START Given records

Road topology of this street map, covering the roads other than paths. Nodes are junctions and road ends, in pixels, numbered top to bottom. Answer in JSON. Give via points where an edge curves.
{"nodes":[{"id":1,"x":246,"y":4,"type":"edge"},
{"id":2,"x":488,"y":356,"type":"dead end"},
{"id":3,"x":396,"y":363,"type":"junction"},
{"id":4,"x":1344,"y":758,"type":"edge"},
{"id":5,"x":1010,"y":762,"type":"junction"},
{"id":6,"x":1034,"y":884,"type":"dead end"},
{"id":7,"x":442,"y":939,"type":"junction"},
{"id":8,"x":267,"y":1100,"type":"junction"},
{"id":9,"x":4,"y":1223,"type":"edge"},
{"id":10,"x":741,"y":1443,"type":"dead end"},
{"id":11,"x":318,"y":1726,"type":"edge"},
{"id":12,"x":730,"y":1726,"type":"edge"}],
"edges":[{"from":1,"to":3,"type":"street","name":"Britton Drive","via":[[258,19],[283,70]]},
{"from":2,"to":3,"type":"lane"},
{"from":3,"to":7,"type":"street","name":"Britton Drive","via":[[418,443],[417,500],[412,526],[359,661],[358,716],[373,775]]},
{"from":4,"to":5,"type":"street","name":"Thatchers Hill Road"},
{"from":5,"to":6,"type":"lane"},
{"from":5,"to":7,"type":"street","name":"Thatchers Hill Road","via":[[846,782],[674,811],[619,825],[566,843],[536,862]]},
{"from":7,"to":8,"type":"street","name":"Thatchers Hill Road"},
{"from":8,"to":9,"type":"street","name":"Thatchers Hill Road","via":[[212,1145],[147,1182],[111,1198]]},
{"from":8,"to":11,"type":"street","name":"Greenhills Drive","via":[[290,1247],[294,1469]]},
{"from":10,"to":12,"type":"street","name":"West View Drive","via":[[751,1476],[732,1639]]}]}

END Given records

▶ [Task]: Could you filter the material above and copy each line that holds the word "dead"?

▶ [Problem solution]:
{"id":2,"x":488,"y":356,"type":"dead end"},
{"id":6,"x":1034,"y":884,"type":"dead end"},
{"id":10,"x":741,"y":1443,"type":"dead end"},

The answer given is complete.